One of the key property market trends of the past 3-6 months was the return of mortgaged investors, both in terms of number of purchases and their % market share. This week’s CoreLogic NZ Market Pulse takes a look at some of the key property investment metrics and which parts of the country look the most attractive.
First, it’s gross rental yields. And as the first chart shows, the top 10 areas all have yields in excess of 5% at present. Those are impressive figures, especially when you consider that term deposits are currently paying less than 3%. Of course, these top 10 yielding areas are all small districts, typically with less than 20,000 people, and the greater risk involved (e.g. if a subdued local economy results in weak employment and a greater chance of rent arrears/defaults) necessitates a higher investment return.
So what happens if we look at the change in rents themselves over the past year? Again, there have been some eye-catching results across the country, with each of the top 10 having seen rents rise by at least 14% over the past 12 months – good for investors, not so much for tenants. Having already featured for high gross yields, Waimate, Ruapehu, Buller, and Clutha pop up again for strong rental growth (see the second chart).

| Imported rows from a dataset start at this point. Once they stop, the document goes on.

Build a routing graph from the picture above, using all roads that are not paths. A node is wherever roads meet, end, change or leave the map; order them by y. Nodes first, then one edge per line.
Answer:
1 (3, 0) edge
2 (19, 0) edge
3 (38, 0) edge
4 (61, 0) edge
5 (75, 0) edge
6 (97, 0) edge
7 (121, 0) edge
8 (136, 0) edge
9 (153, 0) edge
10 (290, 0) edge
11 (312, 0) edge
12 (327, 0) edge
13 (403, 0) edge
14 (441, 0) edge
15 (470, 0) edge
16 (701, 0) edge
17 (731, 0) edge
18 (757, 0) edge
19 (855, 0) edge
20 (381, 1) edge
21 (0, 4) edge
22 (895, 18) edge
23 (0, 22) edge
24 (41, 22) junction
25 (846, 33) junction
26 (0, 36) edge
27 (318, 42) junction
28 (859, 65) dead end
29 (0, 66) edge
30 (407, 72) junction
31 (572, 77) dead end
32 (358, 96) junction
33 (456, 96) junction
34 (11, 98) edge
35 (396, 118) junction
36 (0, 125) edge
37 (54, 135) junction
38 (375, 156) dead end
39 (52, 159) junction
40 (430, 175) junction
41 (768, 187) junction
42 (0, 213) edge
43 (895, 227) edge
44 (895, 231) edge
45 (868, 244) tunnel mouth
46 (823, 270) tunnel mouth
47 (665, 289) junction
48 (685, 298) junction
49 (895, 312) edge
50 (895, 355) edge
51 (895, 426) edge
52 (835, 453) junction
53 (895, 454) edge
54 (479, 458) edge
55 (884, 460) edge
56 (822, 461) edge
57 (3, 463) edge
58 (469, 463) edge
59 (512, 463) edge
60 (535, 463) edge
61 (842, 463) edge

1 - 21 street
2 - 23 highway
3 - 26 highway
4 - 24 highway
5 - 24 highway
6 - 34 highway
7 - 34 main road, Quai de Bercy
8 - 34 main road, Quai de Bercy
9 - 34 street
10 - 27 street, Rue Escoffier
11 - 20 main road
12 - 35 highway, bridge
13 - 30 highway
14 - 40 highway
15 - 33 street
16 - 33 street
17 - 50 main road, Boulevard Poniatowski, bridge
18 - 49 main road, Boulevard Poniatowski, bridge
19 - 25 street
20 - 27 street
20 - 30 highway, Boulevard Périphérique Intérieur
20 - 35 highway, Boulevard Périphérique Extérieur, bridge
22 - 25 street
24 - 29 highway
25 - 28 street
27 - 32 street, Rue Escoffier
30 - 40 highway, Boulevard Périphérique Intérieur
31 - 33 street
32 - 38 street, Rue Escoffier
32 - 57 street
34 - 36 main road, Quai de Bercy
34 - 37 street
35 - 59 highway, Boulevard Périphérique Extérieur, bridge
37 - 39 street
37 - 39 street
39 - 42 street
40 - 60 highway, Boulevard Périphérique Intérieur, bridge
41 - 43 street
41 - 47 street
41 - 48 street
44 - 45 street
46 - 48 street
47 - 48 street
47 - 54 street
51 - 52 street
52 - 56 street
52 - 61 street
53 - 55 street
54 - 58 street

Of course, for many investors, it’s not just about yields and any growth in rents; capital gains are also a key focus. The top 10 here is quite different than for the previous two measures, with larger areas like Gisborne, Wanganui, and Dunedin now featuring (see the third chart). That said, Clutha also makes the top 10 for this measure too, with a rise in average property values over the past year of 25%. It’s worth noting here that although Grey and Buller feature for high yields, they drop down the list when it comes to actual change in property values – in turn, reflecting some degree of uncertainty around their local economies.
Finally, we can look at a total return to investors, by combining the gross yield and the change in property values – as shown in the fourth chart. The capital gains component dominates this measure, so the top 10 for value growth are also the top 10 for total returns, with each of these areas delivering at least 25% in the past 12 months (the gross return on their own capital invested would be even higher for a mortgaged investor).
It’s interesting that Clutha appears in each chart. Looking more closely at that part of the country, our data shows that it has a very small number of available listings, meaning that buyers have little choice. And the demand side of the equation also looks solid – especially from mortgaged investors. Last year, the CoreLogic Buyer Classification series shows that they made close to 100 purchases in Clutha – apart from a bulge in 2016 (111), that’s the most since 2008.
Looking ahead, rental growth is likely to remain steady across many parts of NZ, and property values still have strong momentum too. Therefore, the returns to existing landlords are likely to remain solid, and aspiring investors will no doubt be keen to get a piece of the action too.